[Data excerpts — start]
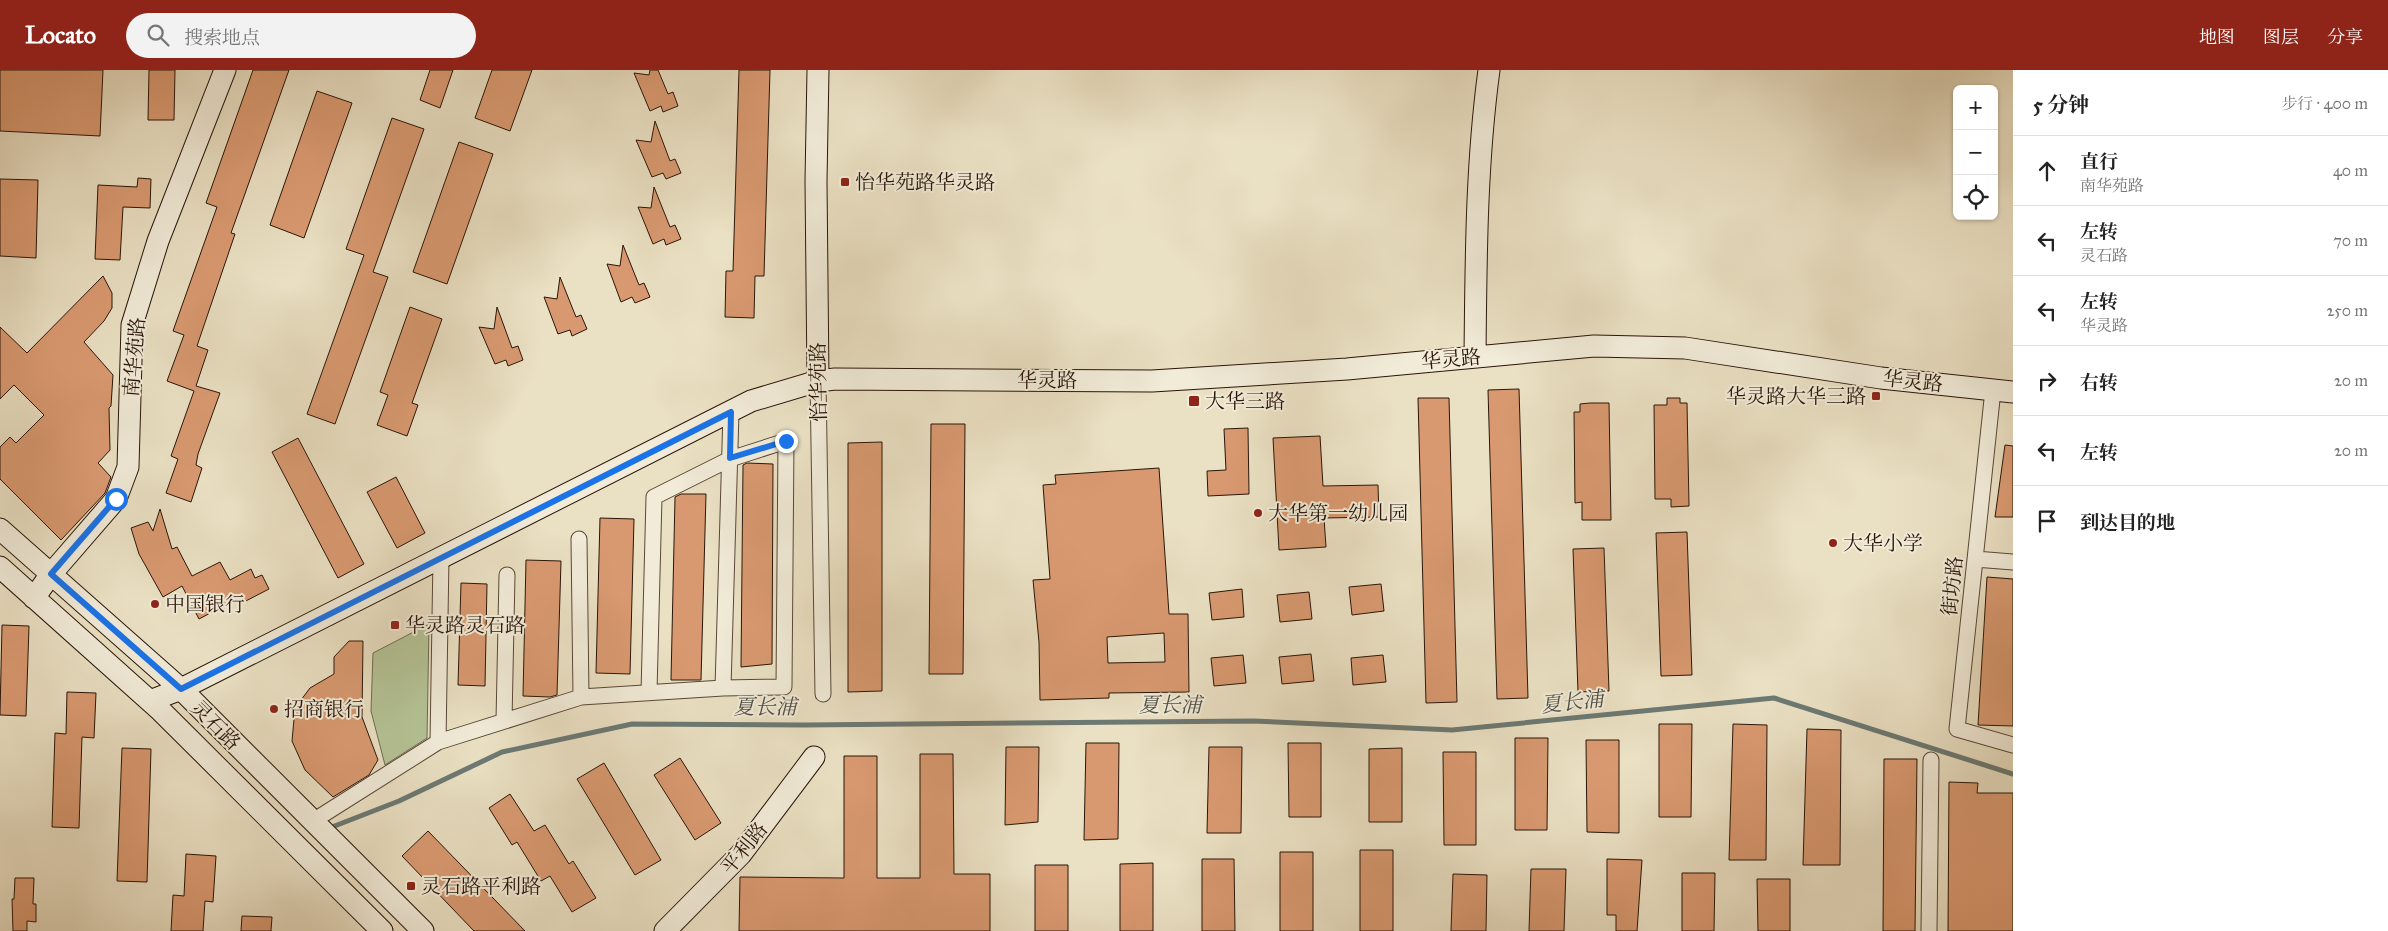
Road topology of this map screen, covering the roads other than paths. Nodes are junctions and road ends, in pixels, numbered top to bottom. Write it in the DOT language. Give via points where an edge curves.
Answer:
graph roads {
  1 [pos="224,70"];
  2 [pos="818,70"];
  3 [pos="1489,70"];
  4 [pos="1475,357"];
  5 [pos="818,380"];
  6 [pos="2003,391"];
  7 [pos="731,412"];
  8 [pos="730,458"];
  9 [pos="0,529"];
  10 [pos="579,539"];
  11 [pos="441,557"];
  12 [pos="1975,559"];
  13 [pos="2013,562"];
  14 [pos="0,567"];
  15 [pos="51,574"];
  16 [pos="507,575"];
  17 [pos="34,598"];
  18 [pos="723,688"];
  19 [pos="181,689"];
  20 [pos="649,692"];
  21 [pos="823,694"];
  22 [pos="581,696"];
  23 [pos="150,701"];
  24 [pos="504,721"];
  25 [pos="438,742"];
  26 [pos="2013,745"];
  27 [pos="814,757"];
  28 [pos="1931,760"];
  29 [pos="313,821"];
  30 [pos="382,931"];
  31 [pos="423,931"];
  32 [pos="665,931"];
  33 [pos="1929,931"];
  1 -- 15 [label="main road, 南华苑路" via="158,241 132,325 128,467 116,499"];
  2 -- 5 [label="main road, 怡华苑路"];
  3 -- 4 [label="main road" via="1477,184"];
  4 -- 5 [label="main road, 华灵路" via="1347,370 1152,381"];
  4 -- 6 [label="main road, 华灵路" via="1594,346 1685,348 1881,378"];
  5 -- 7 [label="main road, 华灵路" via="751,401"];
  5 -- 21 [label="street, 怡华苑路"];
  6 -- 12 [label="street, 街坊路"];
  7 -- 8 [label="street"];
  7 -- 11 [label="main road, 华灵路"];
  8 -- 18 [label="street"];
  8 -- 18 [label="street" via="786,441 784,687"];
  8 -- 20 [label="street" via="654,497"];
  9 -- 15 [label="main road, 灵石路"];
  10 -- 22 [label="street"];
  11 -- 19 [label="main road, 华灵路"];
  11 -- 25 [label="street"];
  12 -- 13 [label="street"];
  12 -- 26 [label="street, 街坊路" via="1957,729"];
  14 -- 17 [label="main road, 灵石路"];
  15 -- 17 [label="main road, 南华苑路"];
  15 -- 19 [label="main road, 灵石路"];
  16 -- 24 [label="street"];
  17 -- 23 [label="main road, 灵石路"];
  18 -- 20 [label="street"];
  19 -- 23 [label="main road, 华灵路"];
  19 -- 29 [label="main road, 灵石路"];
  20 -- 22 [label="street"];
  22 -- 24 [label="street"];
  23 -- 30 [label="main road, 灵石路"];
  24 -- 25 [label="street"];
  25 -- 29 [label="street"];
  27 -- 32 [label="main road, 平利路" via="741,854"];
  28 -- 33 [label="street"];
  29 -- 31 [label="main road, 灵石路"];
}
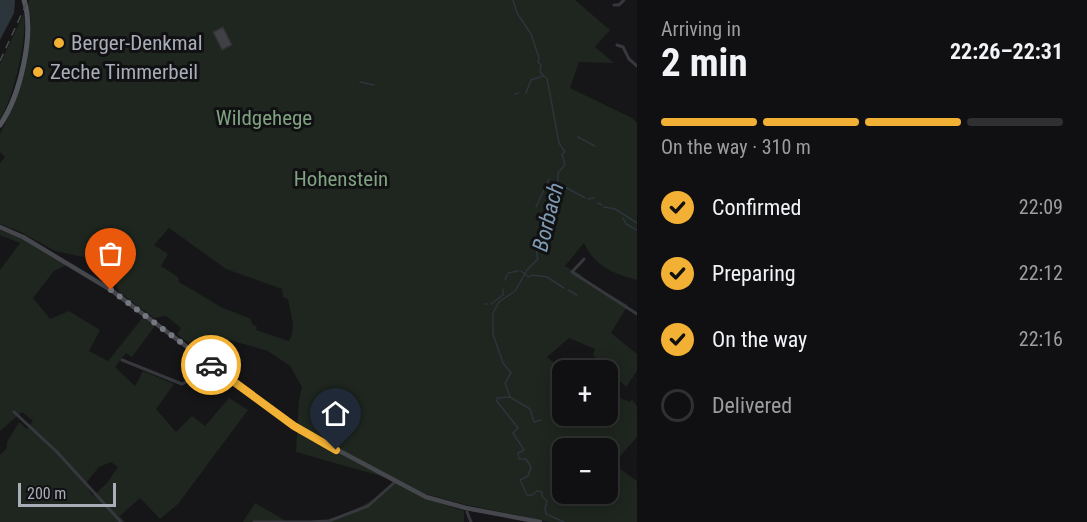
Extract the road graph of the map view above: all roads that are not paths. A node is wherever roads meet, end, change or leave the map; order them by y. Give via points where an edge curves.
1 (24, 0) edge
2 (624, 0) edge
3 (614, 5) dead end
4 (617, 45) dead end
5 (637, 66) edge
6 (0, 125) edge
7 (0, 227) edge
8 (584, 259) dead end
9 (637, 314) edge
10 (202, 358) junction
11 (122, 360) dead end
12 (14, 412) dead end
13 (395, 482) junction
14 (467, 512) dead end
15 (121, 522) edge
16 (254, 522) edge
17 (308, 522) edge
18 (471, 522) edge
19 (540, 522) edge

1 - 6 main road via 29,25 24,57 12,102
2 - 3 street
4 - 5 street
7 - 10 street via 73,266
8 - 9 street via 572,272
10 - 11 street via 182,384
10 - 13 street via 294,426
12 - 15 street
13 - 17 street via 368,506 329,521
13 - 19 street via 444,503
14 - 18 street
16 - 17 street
[Data excerpts — finish]
[Data excerpts — start]
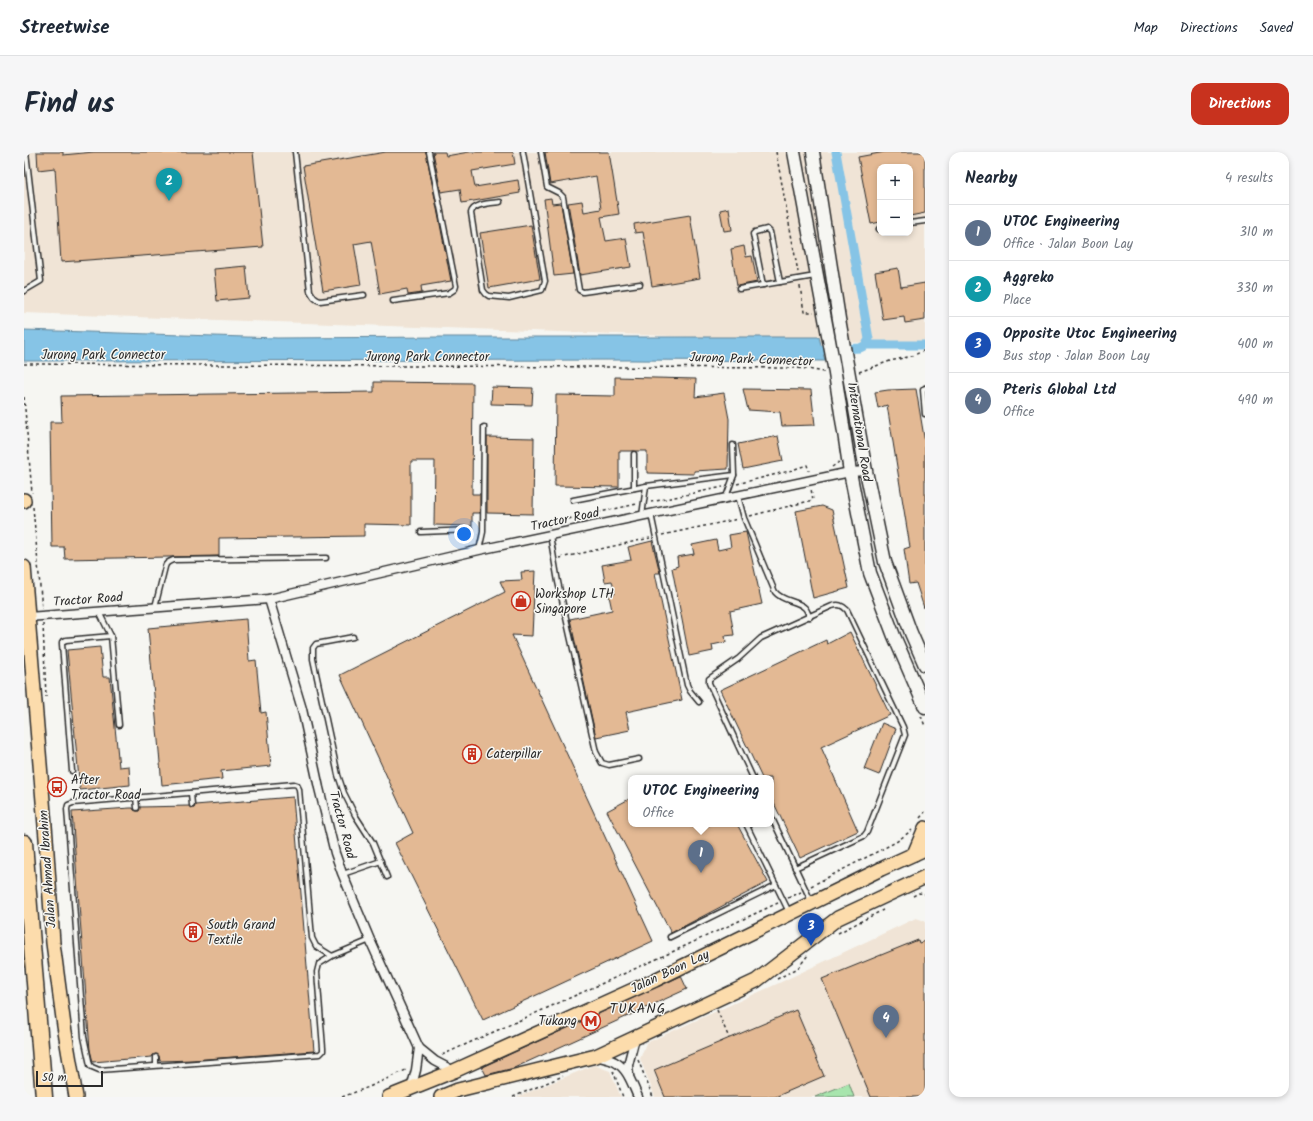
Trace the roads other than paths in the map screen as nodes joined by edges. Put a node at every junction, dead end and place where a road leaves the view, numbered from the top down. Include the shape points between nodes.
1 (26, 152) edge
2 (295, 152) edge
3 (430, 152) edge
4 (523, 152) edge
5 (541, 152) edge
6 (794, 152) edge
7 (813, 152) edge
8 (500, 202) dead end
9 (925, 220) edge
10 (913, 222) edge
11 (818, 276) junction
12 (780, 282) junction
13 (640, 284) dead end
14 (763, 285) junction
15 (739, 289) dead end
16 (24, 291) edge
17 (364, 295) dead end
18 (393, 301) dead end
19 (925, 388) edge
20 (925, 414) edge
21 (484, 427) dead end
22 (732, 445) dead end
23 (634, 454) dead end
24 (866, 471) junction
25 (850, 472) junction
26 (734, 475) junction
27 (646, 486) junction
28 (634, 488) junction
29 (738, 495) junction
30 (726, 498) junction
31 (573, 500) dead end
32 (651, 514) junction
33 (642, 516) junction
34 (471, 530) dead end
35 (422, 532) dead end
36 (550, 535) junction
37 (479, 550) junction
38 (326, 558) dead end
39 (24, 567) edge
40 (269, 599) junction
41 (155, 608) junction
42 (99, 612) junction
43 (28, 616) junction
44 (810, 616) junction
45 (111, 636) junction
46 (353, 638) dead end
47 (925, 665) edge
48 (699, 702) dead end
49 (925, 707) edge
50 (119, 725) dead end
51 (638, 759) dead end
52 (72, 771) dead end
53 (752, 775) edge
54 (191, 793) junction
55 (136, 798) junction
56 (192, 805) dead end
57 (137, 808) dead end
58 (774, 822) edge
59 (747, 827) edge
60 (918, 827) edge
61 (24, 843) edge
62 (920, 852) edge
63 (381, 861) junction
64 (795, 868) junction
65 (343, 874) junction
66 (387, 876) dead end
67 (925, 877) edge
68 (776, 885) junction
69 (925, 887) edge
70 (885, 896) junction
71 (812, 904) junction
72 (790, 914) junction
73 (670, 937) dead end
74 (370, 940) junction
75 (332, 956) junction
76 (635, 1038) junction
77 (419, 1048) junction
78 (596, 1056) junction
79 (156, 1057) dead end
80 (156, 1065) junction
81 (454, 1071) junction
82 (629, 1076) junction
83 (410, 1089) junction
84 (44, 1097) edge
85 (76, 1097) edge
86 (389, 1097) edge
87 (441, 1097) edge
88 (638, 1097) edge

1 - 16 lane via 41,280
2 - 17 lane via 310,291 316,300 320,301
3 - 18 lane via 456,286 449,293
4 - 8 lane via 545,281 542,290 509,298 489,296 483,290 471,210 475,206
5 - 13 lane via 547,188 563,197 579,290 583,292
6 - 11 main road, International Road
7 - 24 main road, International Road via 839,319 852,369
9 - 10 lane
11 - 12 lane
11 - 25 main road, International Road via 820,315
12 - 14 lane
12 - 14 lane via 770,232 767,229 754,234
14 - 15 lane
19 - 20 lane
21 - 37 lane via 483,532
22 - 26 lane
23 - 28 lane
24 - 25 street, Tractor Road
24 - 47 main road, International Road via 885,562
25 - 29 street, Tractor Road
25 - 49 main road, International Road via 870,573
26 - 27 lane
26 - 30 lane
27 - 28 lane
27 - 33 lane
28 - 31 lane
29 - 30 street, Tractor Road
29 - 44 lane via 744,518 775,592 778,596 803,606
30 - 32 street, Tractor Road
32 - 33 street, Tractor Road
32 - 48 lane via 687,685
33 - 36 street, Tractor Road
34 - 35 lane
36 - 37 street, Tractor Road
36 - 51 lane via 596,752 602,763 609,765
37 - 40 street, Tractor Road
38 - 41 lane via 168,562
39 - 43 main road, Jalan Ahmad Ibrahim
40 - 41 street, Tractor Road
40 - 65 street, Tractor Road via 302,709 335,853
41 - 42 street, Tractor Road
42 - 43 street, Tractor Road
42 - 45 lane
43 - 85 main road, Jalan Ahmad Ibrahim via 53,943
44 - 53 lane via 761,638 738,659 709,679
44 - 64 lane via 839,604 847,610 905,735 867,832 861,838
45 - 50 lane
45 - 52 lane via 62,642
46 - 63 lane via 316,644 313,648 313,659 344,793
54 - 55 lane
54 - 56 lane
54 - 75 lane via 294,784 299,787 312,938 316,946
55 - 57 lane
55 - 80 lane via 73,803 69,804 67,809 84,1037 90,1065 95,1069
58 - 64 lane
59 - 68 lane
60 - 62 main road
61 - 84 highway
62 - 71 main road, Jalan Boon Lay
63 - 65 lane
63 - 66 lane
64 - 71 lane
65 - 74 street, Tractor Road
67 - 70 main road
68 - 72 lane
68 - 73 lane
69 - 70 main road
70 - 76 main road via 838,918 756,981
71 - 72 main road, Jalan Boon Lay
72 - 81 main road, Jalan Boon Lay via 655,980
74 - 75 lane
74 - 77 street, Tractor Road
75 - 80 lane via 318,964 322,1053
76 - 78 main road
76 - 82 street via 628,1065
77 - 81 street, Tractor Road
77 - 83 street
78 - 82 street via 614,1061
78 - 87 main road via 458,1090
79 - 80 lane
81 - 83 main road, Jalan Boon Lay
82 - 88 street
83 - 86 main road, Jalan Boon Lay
[Data excerpts — finish]
» **Your assignment**: When you have gone through the records above, say how many lines include the word "Jalan", and write nothing besides that number.

» **Answer box**: 7